- About this task -
Collect every line below that contains the word "nodes".
[Given data — start]
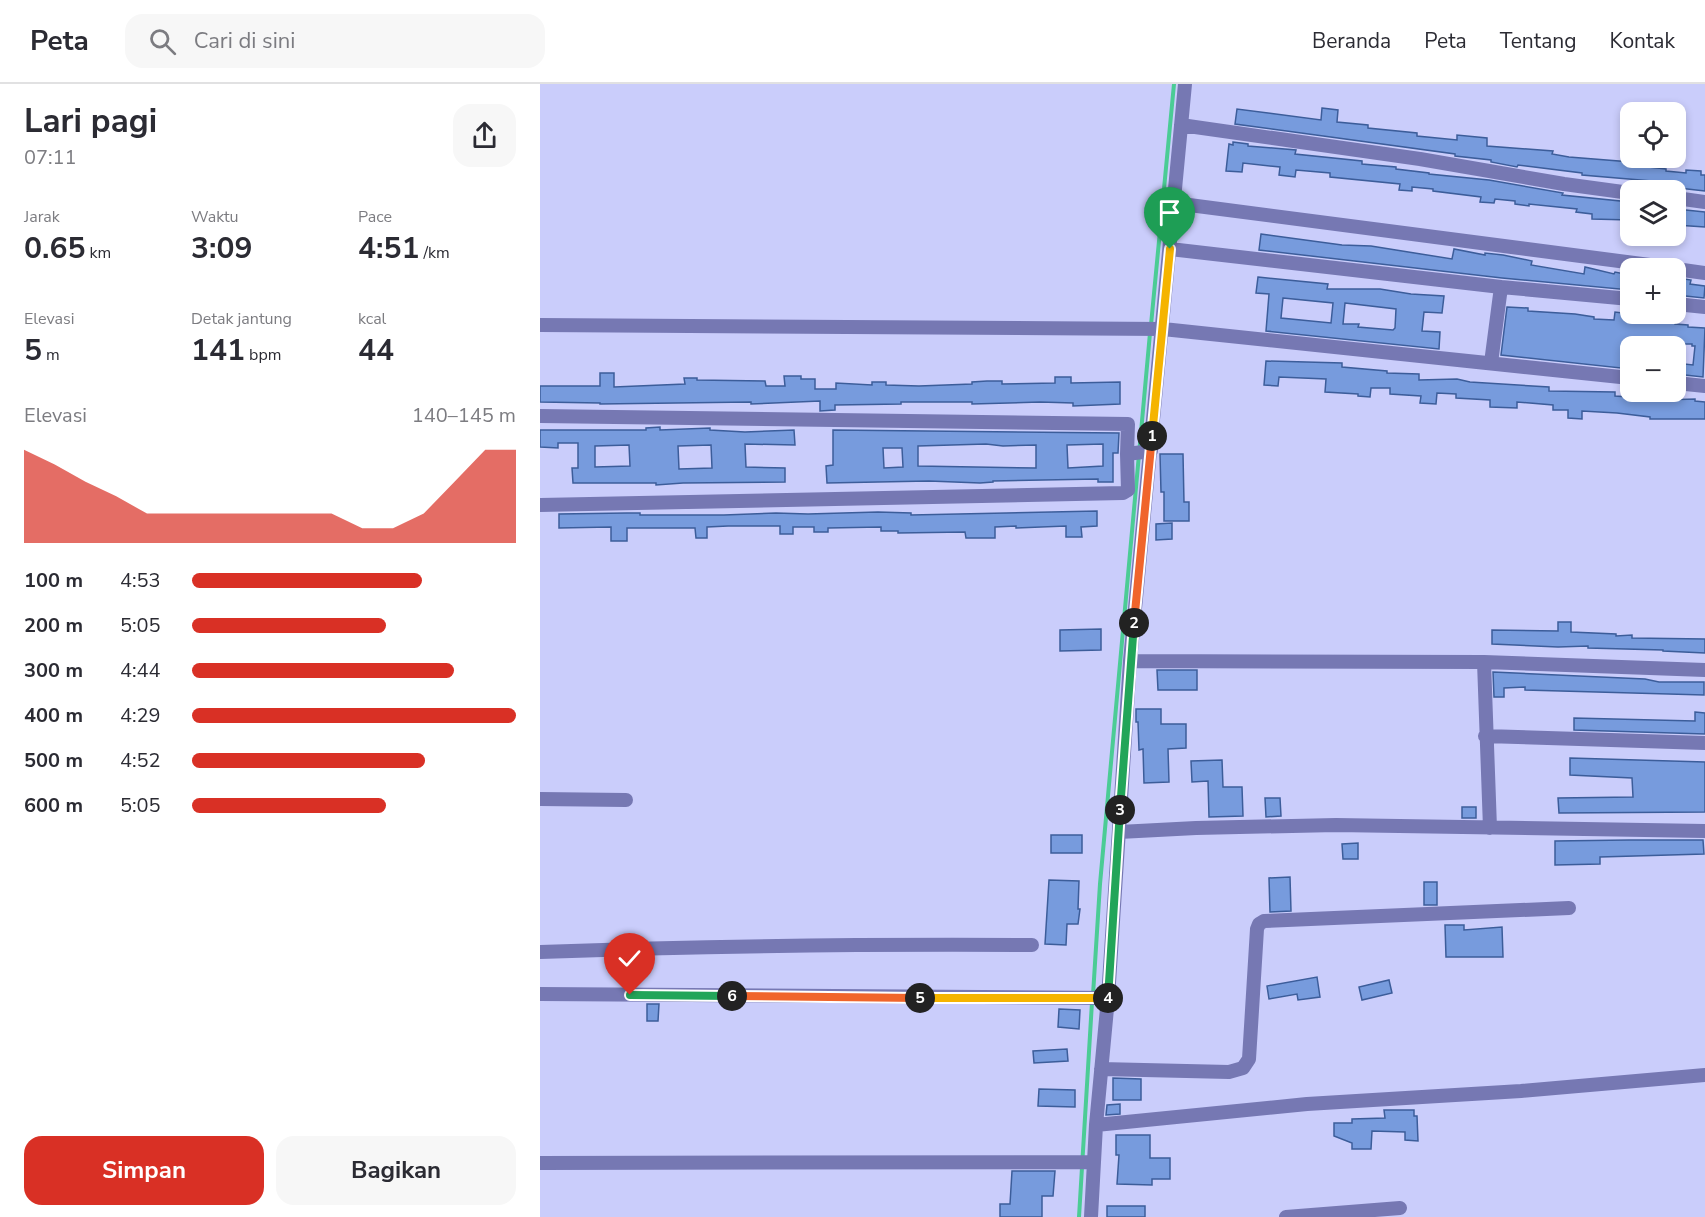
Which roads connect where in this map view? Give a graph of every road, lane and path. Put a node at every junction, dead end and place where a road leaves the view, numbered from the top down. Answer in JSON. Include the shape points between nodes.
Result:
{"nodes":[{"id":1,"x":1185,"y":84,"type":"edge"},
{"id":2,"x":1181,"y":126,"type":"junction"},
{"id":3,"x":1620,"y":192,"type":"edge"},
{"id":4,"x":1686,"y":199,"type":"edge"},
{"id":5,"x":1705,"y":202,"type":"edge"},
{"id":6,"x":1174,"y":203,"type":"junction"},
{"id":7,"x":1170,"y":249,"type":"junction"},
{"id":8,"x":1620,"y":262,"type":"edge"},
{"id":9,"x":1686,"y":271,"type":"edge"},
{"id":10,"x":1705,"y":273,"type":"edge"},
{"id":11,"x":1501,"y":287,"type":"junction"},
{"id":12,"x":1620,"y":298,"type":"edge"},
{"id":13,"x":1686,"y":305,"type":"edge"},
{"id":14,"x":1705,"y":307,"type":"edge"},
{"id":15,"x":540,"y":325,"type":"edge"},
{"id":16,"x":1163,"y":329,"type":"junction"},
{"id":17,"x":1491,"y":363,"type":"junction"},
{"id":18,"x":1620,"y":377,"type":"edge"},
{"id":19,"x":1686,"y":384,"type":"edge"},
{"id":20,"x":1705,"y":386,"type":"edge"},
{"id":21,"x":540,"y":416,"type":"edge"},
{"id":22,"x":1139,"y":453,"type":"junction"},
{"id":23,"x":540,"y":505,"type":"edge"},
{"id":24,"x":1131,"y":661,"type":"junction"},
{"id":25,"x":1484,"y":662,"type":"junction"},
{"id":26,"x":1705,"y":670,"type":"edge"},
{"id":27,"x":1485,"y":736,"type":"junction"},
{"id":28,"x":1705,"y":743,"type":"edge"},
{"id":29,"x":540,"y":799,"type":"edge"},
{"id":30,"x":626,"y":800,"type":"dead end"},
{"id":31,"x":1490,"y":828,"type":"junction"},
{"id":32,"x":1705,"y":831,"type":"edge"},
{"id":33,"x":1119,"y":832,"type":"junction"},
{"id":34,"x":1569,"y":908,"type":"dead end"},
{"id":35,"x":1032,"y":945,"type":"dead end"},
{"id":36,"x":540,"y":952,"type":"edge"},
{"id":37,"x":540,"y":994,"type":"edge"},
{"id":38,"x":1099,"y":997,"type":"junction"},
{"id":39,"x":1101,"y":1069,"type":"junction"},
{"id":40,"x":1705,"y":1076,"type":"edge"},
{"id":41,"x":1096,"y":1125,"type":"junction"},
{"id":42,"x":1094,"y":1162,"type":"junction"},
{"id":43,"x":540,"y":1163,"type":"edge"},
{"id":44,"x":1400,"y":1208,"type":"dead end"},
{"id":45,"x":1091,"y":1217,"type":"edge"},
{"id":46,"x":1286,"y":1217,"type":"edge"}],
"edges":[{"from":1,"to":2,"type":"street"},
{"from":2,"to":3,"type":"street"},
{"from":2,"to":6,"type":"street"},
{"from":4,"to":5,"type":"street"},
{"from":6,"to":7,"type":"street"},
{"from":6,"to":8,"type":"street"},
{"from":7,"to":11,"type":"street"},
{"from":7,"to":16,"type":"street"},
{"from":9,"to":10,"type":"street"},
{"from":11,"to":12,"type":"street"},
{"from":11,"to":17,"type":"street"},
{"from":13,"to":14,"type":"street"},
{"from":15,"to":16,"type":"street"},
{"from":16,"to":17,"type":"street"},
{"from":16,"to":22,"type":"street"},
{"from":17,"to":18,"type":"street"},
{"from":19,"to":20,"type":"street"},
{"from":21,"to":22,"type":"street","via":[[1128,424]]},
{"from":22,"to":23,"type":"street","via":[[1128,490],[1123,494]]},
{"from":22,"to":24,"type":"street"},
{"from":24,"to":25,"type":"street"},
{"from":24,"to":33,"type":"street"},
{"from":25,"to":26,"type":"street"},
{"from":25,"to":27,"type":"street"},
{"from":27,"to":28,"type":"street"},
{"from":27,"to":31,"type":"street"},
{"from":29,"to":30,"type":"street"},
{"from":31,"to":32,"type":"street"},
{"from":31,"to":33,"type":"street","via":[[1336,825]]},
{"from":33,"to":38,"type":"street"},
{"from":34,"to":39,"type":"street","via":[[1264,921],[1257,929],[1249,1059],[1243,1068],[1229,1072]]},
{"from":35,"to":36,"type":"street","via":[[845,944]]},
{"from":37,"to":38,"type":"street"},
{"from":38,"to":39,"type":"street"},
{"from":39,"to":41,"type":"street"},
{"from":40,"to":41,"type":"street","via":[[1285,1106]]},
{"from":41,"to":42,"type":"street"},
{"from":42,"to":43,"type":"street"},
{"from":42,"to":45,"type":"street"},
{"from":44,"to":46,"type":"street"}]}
[Given data — finish]
- Exercise answer -
Which roads connect where in this map view? Give a graph of every road, lane and path. Put a node at every junction, dead end and place where a road leaves the view, numbered from the top down. Answer in JSON. Include the shape points between nodes.
{"nodes":[{"id":1,"x":1185,"y":84,"type":"edge"},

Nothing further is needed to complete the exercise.